04/08/2015 | Yazar: Bawer Çakır

Onlar Serena’nın zaferler kazanmaya başladığı günden bu yana, sadece ve sadece oyuncunun ‘erkek gibi’ kasları, ‘koca poposu’ ve ‘beyaz olmayan’ derisiyle ilgileniyorlar.

Serena Williams, iki hafta kadar önce Wimbledon’da altıncı kez zafere ulaştı ve kariyerindeki ‘grandslam’ sayısını 21’e çıkarttı. Daha şimdiden birçok tenis otoritesi tarafından “tarihin en iyisi” olarak nitelendirilen ABD’li oyuncu, Ağustos sonunda New York’ta düzenlenecek ABD Açık’ı da kazanırsa, hem efsane raket Steffi Graf’ın 22 slam’lik rekoruna ortak olacak, hem de Graf’tan sonra aynı sezonda 4 slam’i de kazanan ilk isim olacak. Olacak olmasına da, Serena fanları ve aklıselim tenis izleyicileri dışında koca bir kalabalık, bunlarla ilgilenemeyecek kadar meşguller.

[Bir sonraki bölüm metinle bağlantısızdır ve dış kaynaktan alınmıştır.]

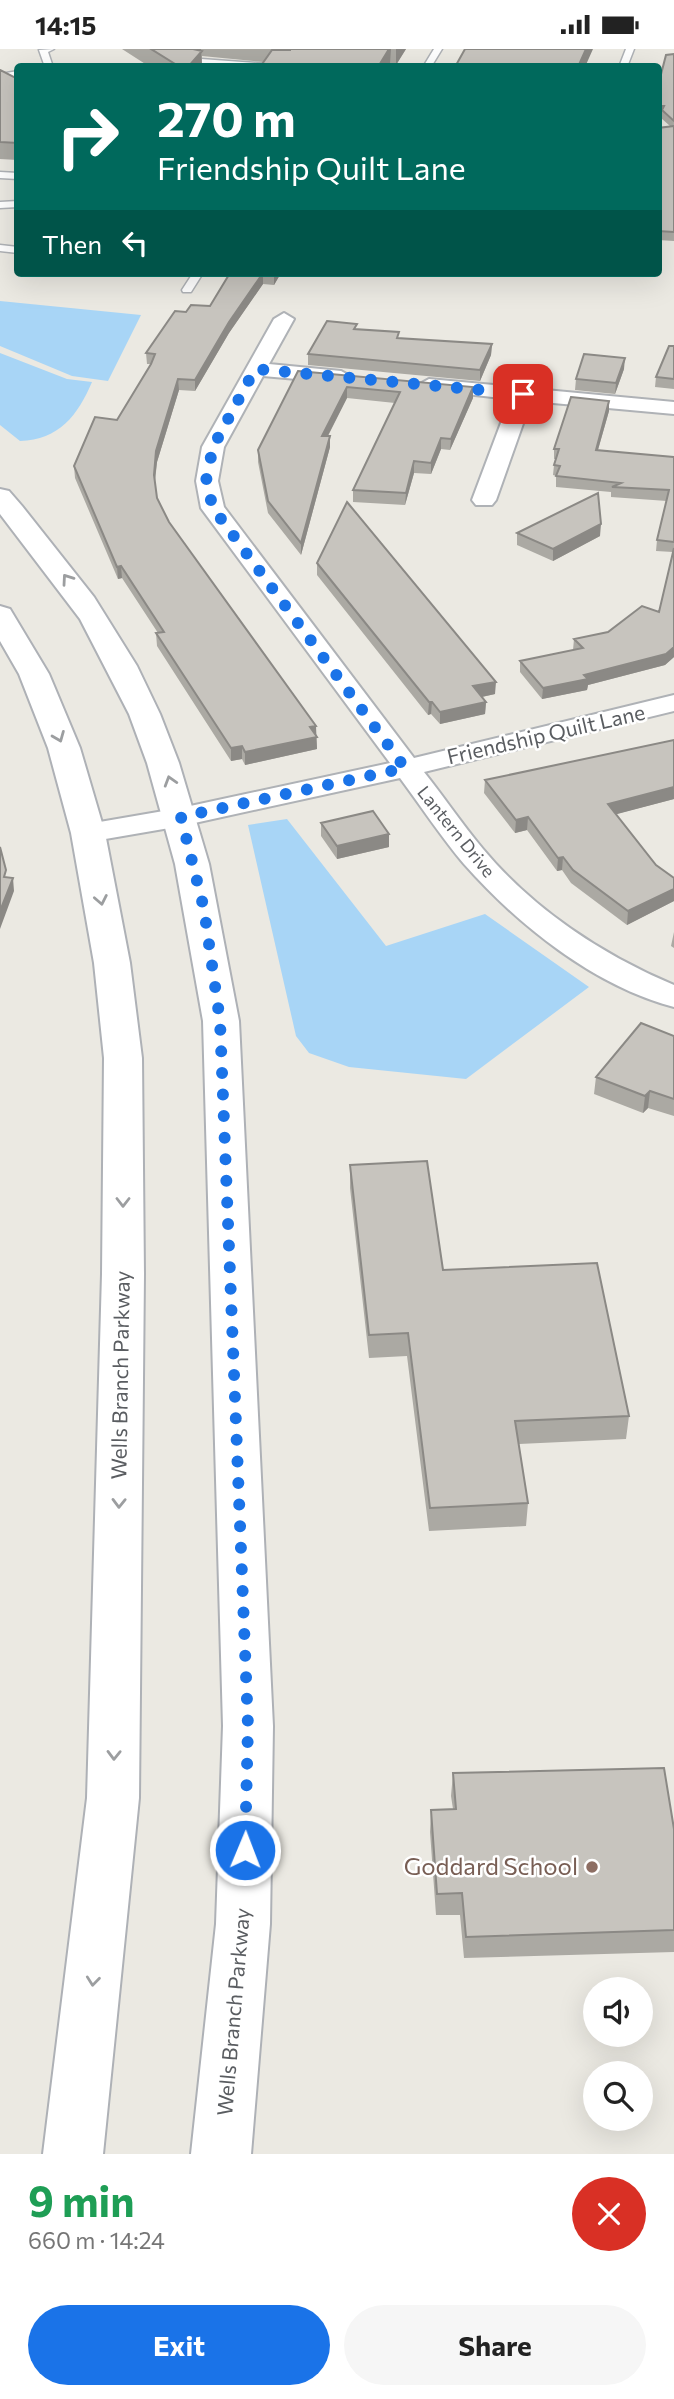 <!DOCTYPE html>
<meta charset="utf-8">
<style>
:root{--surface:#fff;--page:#f6f6f6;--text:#222;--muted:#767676;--accent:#1a73e8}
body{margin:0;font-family:Commissioner,sans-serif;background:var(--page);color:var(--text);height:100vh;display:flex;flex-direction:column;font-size:26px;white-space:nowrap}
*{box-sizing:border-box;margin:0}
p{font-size:23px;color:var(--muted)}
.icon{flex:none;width:38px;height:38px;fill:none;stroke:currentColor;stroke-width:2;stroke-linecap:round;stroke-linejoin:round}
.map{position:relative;height:2105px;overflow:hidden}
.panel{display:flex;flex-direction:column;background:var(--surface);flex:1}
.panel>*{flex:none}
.guide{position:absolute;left:14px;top:14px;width:648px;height:214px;border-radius:7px;box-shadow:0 7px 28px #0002;background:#00695c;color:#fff;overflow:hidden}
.buttons{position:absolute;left:583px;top:1928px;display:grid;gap:14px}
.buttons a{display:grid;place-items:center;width:70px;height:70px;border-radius:50%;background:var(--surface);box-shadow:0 7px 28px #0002;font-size:35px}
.pin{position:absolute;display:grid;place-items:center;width:60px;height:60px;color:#fff;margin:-30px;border-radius:14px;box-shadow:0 4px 10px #0006}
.me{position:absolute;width:77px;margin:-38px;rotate:1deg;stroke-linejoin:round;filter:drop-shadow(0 0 5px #0008)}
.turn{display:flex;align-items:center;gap:24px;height:147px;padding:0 28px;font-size:32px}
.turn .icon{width:91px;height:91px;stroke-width:2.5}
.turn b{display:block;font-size:49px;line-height:60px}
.then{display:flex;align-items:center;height:66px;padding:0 28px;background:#0003;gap:14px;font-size:26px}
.round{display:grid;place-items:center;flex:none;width:74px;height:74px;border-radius:37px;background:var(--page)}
.head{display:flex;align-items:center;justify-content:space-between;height:119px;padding:0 28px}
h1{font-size:42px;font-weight:700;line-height:52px;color:#1e9e55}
.primary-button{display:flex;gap:14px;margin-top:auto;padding:14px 28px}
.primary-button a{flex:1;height:80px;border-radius:42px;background:var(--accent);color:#fff;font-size:28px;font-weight:700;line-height:80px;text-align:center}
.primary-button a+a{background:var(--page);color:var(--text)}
.status{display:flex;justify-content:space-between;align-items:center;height:49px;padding:0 35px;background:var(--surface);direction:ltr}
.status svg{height:19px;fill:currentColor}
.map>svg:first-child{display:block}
.water{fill:#a8d5f6}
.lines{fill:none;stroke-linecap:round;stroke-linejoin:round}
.lane-casing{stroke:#afb2b6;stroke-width:3}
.street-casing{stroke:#afb2b6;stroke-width:4}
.secondary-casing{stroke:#aeb1b6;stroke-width:4}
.lane{fill:#fff;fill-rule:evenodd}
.street{fill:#fff;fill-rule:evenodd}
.secondary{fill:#fff;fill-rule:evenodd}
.wall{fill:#aba9a3}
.shaded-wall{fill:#8b8985}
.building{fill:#c7c4be;stroke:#8b8985;stroke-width:2}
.oneway{stroke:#9c9ea0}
.route{stroke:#1a73e8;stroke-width:12;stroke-dasharray:0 21.6}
.education-dot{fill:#8d6e63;stroke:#fff;stroke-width:2.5}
.labels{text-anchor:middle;stroke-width:5;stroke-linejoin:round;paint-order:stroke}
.far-street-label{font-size:18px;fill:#5a5d61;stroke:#fff}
.street-label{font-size:21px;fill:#5a5d61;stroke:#fff}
.near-education-label{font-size:24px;fill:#785e54;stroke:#fff;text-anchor:end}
</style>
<div class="status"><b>14:15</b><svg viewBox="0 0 49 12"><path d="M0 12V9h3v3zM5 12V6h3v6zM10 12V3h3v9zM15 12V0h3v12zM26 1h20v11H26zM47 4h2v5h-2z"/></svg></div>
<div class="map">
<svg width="674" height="2105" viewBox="0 0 674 2105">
<rect width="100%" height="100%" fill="#ebe9e2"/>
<path class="water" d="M 0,252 L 141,266 L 108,332 L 72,327 L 0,297 Z
M 0,304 L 67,330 L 92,333 C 78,366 59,391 20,392 L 0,376 Z
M 287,770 L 386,897 L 485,865 L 589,938 L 466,1030 L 349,1018 L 309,1004 L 296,987 L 248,776 Z"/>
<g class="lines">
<defs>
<path id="lane" d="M 54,0 L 48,3 L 53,18 L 45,18 L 39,1 Z
M 434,0 L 442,0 L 431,18 L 423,18 Z
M 626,0 L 634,0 L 627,18 L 619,18 Z
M 201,10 L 284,16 L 288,18 L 206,15 L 204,18 L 196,18 Z
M 18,22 L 18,27 L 0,31 L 0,25 Z
M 0,123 L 18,124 L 18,130 L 0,129 Z
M 18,152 L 18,158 L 0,159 L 0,153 Z
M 0,196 L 18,198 L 18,204 L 0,202 Z
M 193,224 L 203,224 L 191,243 L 183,243 L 182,241 Z"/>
<path id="street" d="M 284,264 L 294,270 L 269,315 L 341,322 L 352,328 L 341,334 L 263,327 L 224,398 L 218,432 L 224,458 L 414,709 L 674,646 L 674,662 L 424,723 C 444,748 462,775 483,800 C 533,860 602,906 674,936 L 674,958 C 594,937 518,876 464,815 C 441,788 421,757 400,729 L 181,777 L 88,793 L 78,790 L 74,784 L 78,778 L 88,775 L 181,759 L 390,714 L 201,459 L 196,432 L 202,398 L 274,270 Z
M 429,330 L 674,353 L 674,365 L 531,352 L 496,451 L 492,456 L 476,456 L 472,451 L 510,350 L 422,340 L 418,336 Z"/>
<path id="secondary" d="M 0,440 L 9,442 L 22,457 L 94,548 L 137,617 L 160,665 L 179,714 L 209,815 L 239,972 L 273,1677 L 270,1875 L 251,2105 L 191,2105 L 216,1875 L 223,1677 L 203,972 L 175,815 L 147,714 L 129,665 L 80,570 L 0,465 Z
M 0,557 L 10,560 L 49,625 L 80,699 L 105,784 L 130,914 L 142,1009 L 144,1225 L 139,1749 L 103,2105 L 43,2105 L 87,1749 L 102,1225 L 104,1009 L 94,914 L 71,784 L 48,699 L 19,625 L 0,592 Z"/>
</defs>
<use href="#lane" class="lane-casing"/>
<use href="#street" class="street-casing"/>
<use href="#secondary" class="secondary-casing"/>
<use href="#lane" class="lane"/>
<use href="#street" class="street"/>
<use href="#secondary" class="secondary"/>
</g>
<path class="wall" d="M 122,0 L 406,0 L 396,16 L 390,15 L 389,18 L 260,18 L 263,13 L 202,7 L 202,18 L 150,18 Z
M 674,5 L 674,192 L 658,191 L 658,79 L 670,77 L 661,69 L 661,65 L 658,65 L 658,37 Z
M 0,21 L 18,30 L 18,111 L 0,110 Z
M 230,224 L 281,224 L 274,236 L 263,235 L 229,284 L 195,342 L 179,341 L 157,413 L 155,433 L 157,449 L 169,473 L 316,686 L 317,700 L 245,716 L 242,710 L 231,712 L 157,597 L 156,584 L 158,584 L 122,529 L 118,530 L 75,429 L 74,417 L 117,371 L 151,315 L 147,315 L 146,304 L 186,263 L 210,257 Z
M 357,280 L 399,289 L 492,295 L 491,306 L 480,332 L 308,316 L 308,305 Z
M 674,297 L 674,340 L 655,338 L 656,328 Z
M 624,320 L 615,345 L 575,341 L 576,330 Z
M 298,322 L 473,338 L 473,349 L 450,401 L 441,400 L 431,425 L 414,424 L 405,456 L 353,453 L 353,441 L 395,354 L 347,349 L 328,387 L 330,387 L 330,398 L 301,506 L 268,464 L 258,413 L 258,401 Z
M 609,352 L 609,362 L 598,401 L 674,408 L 674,608 L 665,616 L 588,636 L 587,641 L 542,650 L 520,623 L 520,612 L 573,601 L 574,590 L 608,583 L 659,563 L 673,503 L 656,502 L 657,491 L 667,452 L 611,448 L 611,443 L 556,438 L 556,427 L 553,426 L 554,416 L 556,410 L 554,410 L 554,400 Z
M 517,484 L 600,487 L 553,512 L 517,496 Z
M 317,514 L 495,645 L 482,648 L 486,653 L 485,665 L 440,675 L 431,665 L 428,666 L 317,526 Z
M 485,731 L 674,750 L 616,765 L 656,816 L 674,829 L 674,852 L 627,876 L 571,834 L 562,821 L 557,822 L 527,781 L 515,784 L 484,744 Z
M 321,774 L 389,785 L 389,798 L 337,810 L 321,787 Z
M 674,883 L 674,899 L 671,897 Z
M 674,987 L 674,1067 L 648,1059 L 643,1064 L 594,1045 L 596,1028 Z
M 350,1116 L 443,1221 L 629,1367 L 626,1390 L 519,1395 L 528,1454 L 526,1477 L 429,1482 L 407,1307 L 369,1309 L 350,1139 Z
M 453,1724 L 674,1780 L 674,1903 L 464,1909 L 460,1866 L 436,1866 L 430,1783 L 431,1761 L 453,1760 L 451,1747 Z"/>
<path class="shaded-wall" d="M 193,0 L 201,0 L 202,18 L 188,18 Z
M 389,0 L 391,0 L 390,15 L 389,18 L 378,18 Z
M 396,0 L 406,0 L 396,16 Z
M 586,0 L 593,0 L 585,18 L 578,18 Z
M 263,224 L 263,235 L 229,284 L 195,342 L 195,331 L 229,273 Z
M 274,224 L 281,224 L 274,236 Z
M 492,295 L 491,306 L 480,332 L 480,321 Z
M 625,309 L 624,320 L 615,345 L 616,334 Z
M 178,330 L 179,341 L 157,413 L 154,437 L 154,426 L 156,402 Z
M 347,338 L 347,349 L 322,398 L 322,387 Z
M 473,338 L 473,349 L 450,401 L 451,390 Z
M 609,352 L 609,362 L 595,411 L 596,401 Z
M 330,387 L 330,398 L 301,506 L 301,494 Z
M 441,389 L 441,400 L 431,425 L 431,414 Z
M 414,412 L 414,424 L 405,456 L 406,444 Z
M 601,475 L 600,487 L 553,512 L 553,500 Z
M 121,517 L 122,529 L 118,530 L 117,518 Z
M 674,598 L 674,608 L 665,616 L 588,636 L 587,641 L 542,650 L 543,639 Z
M 496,633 L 495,645 L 472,650 L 473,637 Z
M 429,653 L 432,653 L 431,665 L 428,666 Z
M 486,653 L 485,665 L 440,675 L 440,663 Z
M 316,677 L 317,700 L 245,716 L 245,703 L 310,678 Z
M 242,697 L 242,710 L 231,712 L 231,699 Z
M 674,738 L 674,750 L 606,768 L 608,755 Z
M 528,768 L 527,781 L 515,784 L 516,771 Z
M 389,785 L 389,798 L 337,810 L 337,797 Z
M 563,808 L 562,821 L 557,822 L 558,809 Z
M 13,829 L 14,842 L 0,880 L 0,862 Z
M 674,840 L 674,852 L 627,876 L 628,862 Z
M 650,1042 L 648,1059 L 643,1064 L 645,1047 Z"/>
<path class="building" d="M 151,0 L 193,0 L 202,2 L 188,18 L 180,18 Z
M 290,0 L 389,0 L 378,18 L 260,18 L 272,1 L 290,1 Z
M 465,0 L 586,0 L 578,18 L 455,18 Z
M 674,5 L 674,72 L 662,61 L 664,57 L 658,57 L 658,37 L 666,6 Z
M 0,21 L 18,30 L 18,94 L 0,93 Z
M 674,77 L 674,183 L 658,182 L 658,183 L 658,79 Z
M 230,224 L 274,224 L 274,225 L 263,224 L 229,273 L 195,331 L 178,330 L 156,402 L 154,426 L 157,449 L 169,473 L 316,677 L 310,678 L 317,688 L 245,703 L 242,697 L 231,699 L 156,584 L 164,583 L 121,517 L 117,518 L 74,417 L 95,368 L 117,371 L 151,315 L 155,305 L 146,304 L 175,262 L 186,263 L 191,256 L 210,257 Z
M 327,272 L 357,275 L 354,280 L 399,283 L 397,289 L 492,295 L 480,321 L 308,305 Z
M 669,297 L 674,297 L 674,330 L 656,328 Z
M 584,305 L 625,309 L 616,334 L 576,330 Z
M 298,322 L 473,338 L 451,390 L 441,389 L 431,414 L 414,412 L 406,444 L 353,441 L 400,343 L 347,338 L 322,387 L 330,387 L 301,494 L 268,452 L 258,401 Z
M 571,348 L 609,352 L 596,401 L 674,408 L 674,493 L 657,491 L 669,441 L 612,438 L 621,434 L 556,427 L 560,417 L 554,416 L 559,400 L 554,400 Z
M 598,444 L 601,475 L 553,500 L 517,484 Z
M 347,453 L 496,633 L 473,637 L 486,653 L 440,663 L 432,653 L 429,653 L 317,514 Z
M 674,499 L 674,598 L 666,605 L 584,626 L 588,630 L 543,639 L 520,612 L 583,599 L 574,590 L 608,583 L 642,557 L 659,563 Z
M 674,691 L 674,738 L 608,755 L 656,816 L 674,829 L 674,840 L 628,862 L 573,821 L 563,808 L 558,809 L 528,768 L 516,771 L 485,731 Z
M 373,762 L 389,785 L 337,797 L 321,774 Z
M 0,798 L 6,821 L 4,828 L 13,829 L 0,862 Z
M 641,974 L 674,987 L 674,1050 L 650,1042 L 645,1047 L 596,1028 Z
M 427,1112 L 443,1221 L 597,1214 L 629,1367 L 515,1372 L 528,1454 L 430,1459 L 408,1284 L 369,1286 L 350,1116 Z
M 664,1719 L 674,1780 L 674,1881 L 466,1888 L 462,1844 L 437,1845 L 431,1761 L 456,1760 L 453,1724 Z"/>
<defs><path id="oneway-chevron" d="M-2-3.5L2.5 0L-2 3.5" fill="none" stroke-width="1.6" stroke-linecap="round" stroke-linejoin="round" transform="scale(1.75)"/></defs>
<g class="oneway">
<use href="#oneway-chevron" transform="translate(67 530) rotate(-125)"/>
<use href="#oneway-chevron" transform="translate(59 688) rotate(68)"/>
<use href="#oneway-chevron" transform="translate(170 732) rotate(-107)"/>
<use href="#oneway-chevron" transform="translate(101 851) rotate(79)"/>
<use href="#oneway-chevron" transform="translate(123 1153) rotate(90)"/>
<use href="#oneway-chevron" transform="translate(119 1454) rotate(91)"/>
<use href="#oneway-chevron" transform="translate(114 1706) rotate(91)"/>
<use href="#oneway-chevron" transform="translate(93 1932) rotate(96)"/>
</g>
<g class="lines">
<path class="route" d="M 245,1801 L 248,1677 L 220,972 L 204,860 L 181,768 L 405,719 L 213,459 L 206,432 L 213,398 L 255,320 L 523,345"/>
</g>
<circle class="education-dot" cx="592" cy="1818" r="7"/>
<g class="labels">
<g class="far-street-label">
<text transform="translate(456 783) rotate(51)" y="6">Lantern Drive</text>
</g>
<g class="street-label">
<text transform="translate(546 686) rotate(-13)" y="7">Friendship Quilt Lane</text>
<text transform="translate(121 1326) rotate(-89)" y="7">Wells Branch Parkway</text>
<text transform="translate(234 1963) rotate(-85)" y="7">Wells Branch Parkway</text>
</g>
<g class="near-education-label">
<text x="578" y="1826">Goddard School</text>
</g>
</g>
</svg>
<div class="buttons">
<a><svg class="icon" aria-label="sound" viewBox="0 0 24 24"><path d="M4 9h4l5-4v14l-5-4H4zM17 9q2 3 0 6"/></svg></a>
<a><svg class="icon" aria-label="search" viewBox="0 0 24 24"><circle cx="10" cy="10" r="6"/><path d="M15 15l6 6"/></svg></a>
</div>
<div class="pin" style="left:523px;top:345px;background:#d93025"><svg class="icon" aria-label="arrive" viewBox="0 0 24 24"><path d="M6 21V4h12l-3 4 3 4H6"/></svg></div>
<svg class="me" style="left:245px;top:1801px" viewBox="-20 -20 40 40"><circle r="17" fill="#1a73e8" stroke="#fff" stroke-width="3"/><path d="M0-11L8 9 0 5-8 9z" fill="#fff"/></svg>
<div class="guide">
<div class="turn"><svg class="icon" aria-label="right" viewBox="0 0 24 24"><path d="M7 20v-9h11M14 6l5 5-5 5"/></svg><div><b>270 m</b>Friendship Quilt Lane</div></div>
<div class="then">Then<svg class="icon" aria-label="left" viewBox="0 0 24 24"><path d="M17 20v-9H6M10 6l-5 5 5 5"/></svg></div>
</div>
</div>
<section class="panel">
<div class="head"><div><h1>9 min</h1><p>660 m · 14:24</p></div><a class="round" style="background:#d93025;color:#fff"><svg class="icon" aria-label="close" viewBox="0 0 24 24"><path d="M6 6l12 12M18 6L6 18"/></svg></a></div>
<div class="primary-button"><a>Exit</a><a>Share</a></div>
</section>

Zira, onlar Serena’nın zaferler kazanmaya başladığı günden bu yana, sadece ve sadece oyuncunun ‘erkek gibi’ kasları, ‘koca poposu’ ve ‘beyaz olmayan’ derisiyle ilgileniyorlar.

Mevzu, tenis forumlarındaki ezik erkeklerin cıyaklamaları olarak sürüyordu ve çok da ciddiye alınmıyordu, lakin Ben Rothenberg’in 10 Temmuz’da New York Times’da yayımlanan makalesi, yıllardır yapılan rezil yorumları görünür kıldı ve bu saçma tartışmayı alevlendirdi. Bu sefil yazının özeti şu: Serena kaslı olduğu için kazanıyor ve kadın tenisini domine ediyor. Diğer kadınlar isteseler onun gibi çalışır ve kazanırlar ancak istemiyorlar. Rotenberg, öyle kibirli, öyle ırkçı, öyle erkek ki, diğer kadın tenisçilerin bunu yapmama sebebini, “çünkü kadın gibi görünmek istiyorlar” diyerek açıklıyor. Hadi o açıklıyor da, New York Times gibi bir gazete bunu nasıl yayımlıyor?

‘Kadın gibi görünmek’ başarılarınızı bile gölgeleyecek kadar dev bir saplantıya dönmüş durumda ve spor dünyası gibi güzel olmak zorunda olmadığınız bir alanda bile, kariyeri başarılarla dolu bir kadının karşısına argüman olarak sunuluyor.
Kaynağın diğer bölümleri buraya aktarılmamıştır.